See the top-level README.md for more information.
This provides the Rust backend (both Mimi and Moshi) and client implementation.
The Mimi implementation is available through Python bindings, through the rustymimi
package.
You will need a recent version of the Rust toolchain.
To compile GPU support, you will also need the CUDA properly installed for your GPU, in particular with nvcc
.
First, a standalone rust based implementation of Mimi is provided, along with Python bindings.
This is the one used by moshi_mlx
. It is automatically installed with moshi_mlx
, but you
can install it separately as
# Install from pip:
pip install rustymimi
# Alternatively, if you want to compile the package run from the root of the repo.
maturin dev -r -m rust/mimi-pyo3/Cargo.toml
In order to run the rust inference server, use the following command from within the this directory:
cargo run --features cuda --bin moshi-backend -r -- --config moshi-backend/config.json standalone
When using macOS, you can replace --features cuda
with --features metal
.
Alternatively you can use config-q8.json
rather than config.json
to use the
quantified q8 model.
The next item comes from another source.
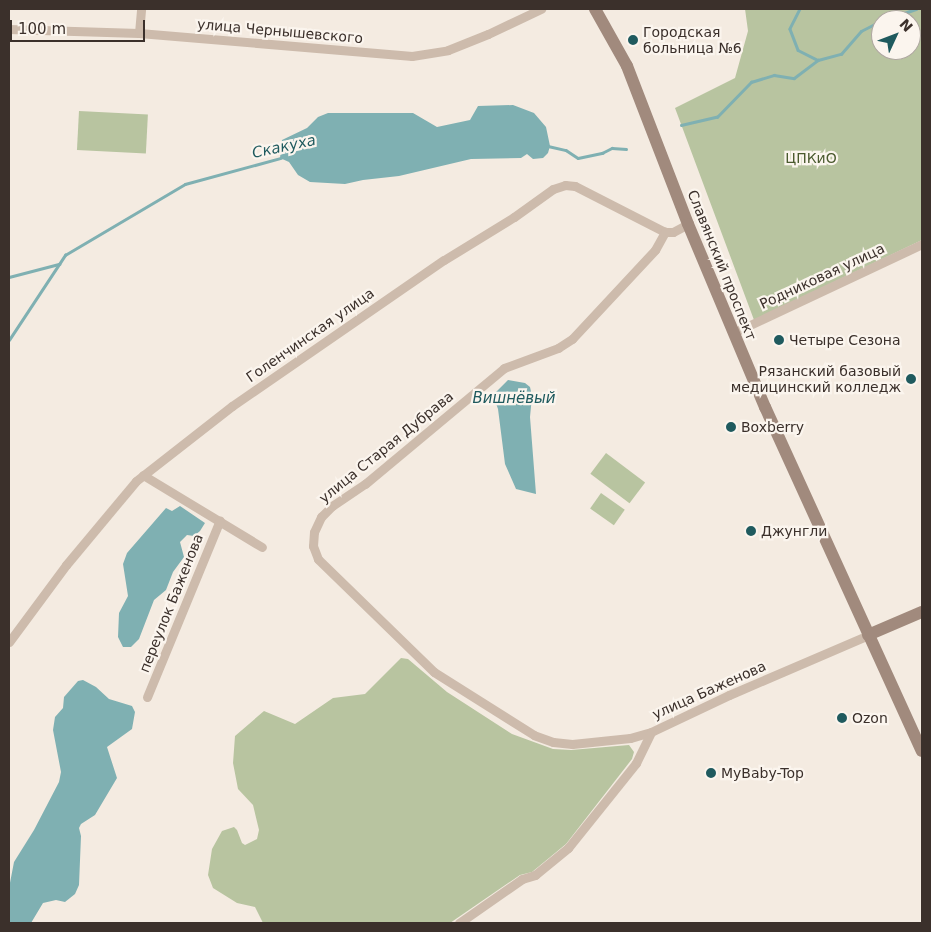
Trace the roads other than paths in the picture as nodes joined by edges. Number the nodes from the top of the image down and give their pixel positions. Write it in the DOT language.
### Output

You can select a different pretrained model, e.g. Moshika,
by changing the "hf_repo"
key in either file.
Once the server has printed 'standalone worker listening', you can use the web UI. By default the rust version uses https so it will be at localhost:8998.
You will get some warnings about the site being unsafe. When using chrome you can bypass it by selecting "Details" or "Advanced", then "Visit this unsafe site" or "Proceed to localhost (unsafe)".
We recommend using the web UI as it provides some echo cancellation that helps the overall model quality. Alternatively we provide some command line interfaces for the rust and python versions, the protocol is the same as with the web UI so there is nothing to change on the server side.
From within the rust
directory, run the following:
cargo run --bin moshi-cli -r -- tui --host localhost
The present code is provided under the Apache license.